Filter the data below, keeping only lines that contain "hand".

───── Source information

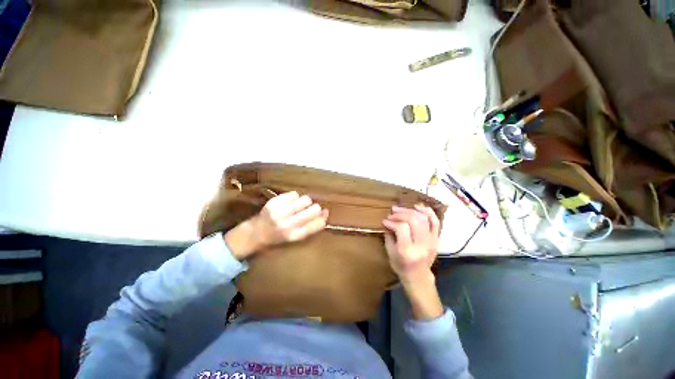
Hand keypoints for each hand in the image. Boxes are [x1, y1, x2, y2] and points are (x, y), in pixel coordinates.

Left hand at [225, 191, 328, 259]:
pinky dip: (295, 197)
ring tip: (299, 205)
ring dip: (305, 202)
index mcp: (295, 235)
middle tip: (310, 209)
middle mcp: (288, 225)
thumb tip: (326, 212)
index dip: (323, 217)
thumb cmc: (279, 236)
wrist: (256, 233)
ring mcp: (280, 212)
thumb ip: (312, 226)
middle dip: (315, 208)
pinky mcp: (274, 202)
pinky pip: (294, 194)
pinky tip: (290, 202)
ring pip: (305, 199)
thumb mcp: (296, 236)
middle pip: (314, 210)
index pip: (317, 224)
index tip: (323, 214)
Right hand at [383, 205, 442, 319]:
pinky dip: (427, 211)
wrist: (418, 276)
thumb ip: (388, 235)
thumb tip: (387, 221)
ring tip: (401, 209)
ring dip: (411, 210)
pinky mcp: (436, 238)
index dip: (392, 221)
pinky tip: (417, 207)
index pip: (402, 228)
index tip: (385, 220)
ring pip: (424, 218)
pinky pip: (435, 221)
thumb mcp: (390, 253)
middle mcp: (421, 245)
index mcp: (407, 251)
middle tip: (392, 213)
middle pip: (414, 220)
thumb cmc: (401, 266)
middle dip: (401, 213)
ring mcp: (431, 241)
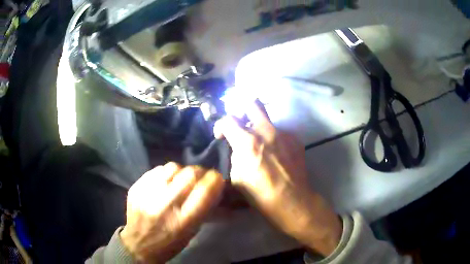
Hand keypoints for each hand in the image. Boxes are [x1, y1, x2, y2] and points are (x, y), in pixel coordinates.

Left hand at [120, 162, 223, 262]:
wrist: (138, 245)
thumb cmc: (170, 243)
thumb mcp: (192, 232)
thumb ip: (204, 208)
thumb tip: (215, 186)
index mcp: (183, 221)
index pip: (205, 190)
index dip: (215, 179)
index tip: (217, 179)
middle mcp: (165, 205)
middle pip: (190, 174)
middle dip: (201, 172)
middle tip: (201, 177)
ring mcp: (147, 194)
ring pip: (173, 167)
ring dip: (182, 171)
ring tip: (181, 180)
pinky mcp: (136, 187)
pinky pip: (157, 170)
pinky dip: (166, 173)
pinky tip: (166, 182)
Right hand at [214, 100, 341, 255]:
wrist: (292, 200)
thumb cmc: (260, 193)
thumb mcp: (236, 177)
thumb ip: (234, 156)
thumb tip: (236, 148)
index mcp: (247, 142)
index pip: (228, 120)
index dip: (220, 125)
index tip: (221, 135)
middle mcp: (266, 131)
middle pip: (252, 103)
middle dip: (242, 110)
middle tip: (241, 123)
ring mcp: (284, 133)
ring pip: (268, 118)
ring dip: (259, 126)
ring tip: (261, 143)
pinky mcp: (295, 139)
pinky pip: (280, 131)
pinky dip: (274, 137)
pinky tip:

──────────

### Result
Hand keypoints for each hand in the image. Boxes are [x1, y1, x2, y2] and points are (x, y), in pixel coordinates.
Left hand at [225, 191, 328, 259]:
Right hand at [383, 205, 442, 319]:
Hand keypoints for each hand in the image. Boxes are [x1, y1, x2, y2] and points are (x, y), in pixel coordinates.
Left hand at [120, 162, 223, 262]:
Right hand at [214, 100, 341, 255]:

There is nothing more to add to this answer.